#### [RECORDS TO PROCESS]
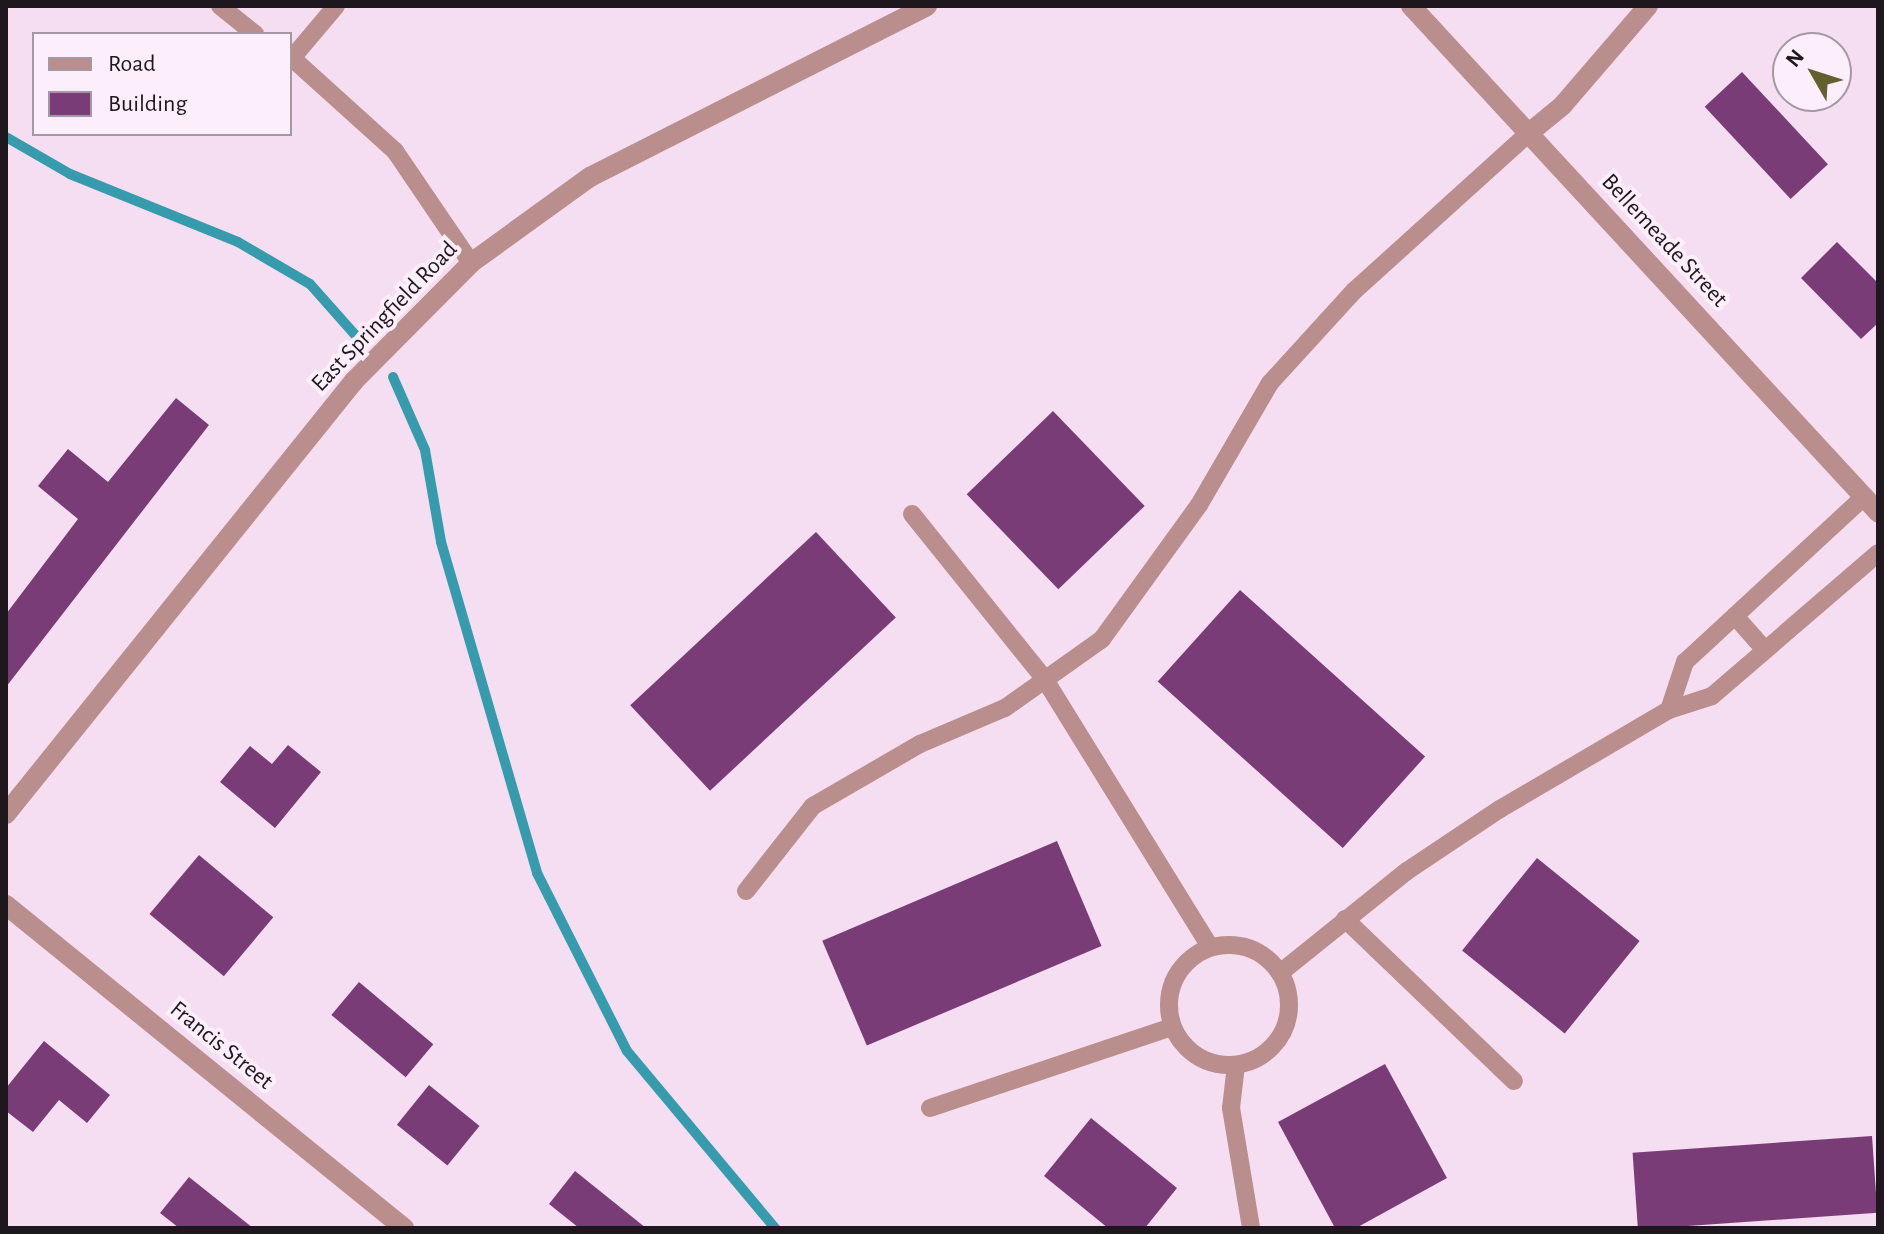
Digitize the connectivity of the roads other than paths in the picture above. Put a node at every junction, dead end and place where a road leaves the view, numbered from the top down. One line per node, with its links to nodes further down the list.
1 (220, 6): 6 (lane)
2 (336, 6): 7 (lane)
3 (927, 6): 10 (street, East Springfield Road)
4 (1411, 6): 9 (street, Bellemeade Street)
5 (1648, 6): 9 (street)
6 (252, 32)
7 (292, 57)
8 (292, 59): 10 (lane)
9 (1529, 133): 11 (street, Bellemeade Street); 16 (lane)
10 (471, 263): 18 (street, East Springfield Road)
11 (1871, 505): 14 (lane)
12 (912, 514): 16 (lane)
13 (1878, 553): 15 (lane)
14 (1735, 616): 15 (lane); 17 (lane)
15 (1765, 650): 17 (lane)
16 (1044, 678): 19 (lane); 22 (lane)
17 (1669, 710): 21 (lane)
18 (6, 814)
19 (746, 891)
20 (6, 905): 28 (street, Francis Street)
21 (1345, 919): 23 (lane); 26 (lane)
22 (1210, 947): 23 (lane); 24 (lane)
23 (1280, 973): 25 (lane)
24 (1172, 1027): 25 (lane); 27 (lane)
25 (1236, 1065): 29 (lane)
26 (1514, 1081)
27 (930, 1108)
28 (404, 1228)
29 (1251, 1228)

#### [EXERCISE DETAILS]
Output nothing but the entries above, exactly, once the pictures are removed.

#### [REPLY TO THE TASK]
Digitize the connectivity of the roads other than paths in the picture above. Put a node at every junction, dead end and place where a road leaves the view, numbered from the top down. One line per node, with its links to nodes further down the list.
1 (220, 6): 6 (lane)
2 (336, 6): 7 (lane)
3 (927, 6): 10 (street, East Springfield Road)
4 (1411, 6): 9 (street, Bellemeade Street)
5 (1648, 6): 9 (street)
6 (252, 32)
7 (292, 57)
8 (292, 59): 10 (lane)
9 (1529, 133): 11 (street, Bellemeade Street); 16 (lane)
10 (471, 263): 18 (street, East Springfield Road)
11 (1871, 505): 14 (lane)
12 (912, 514): 16 (lane)
13 (1878, 553): 15 (lane)
14 (1735, 616): 15 (lane); 17 (lane)
15 (1765, 650): 17 (lane)
16 (1044, 678): 19 (lane); 22 (lane)
17 (1669, 710): 21 (lane)
18 (6, 814)
19 (746, 891)
20 (6, 905): 28 (street, Francis Street)
21 (1345, 919): 23 (lane); 26 (lane)
22 (1210, 947): 23 (lane); 24 (lane)
23 (1280, 973): 25 (lane)
24 (1172, 1027): 25 (lane); 27 (lane)
25 (1236, 1065): 29 (lane)
26 (1514, 1081)
27 (930, 1108)
28 (404, 1228)
29 (1251, 1228)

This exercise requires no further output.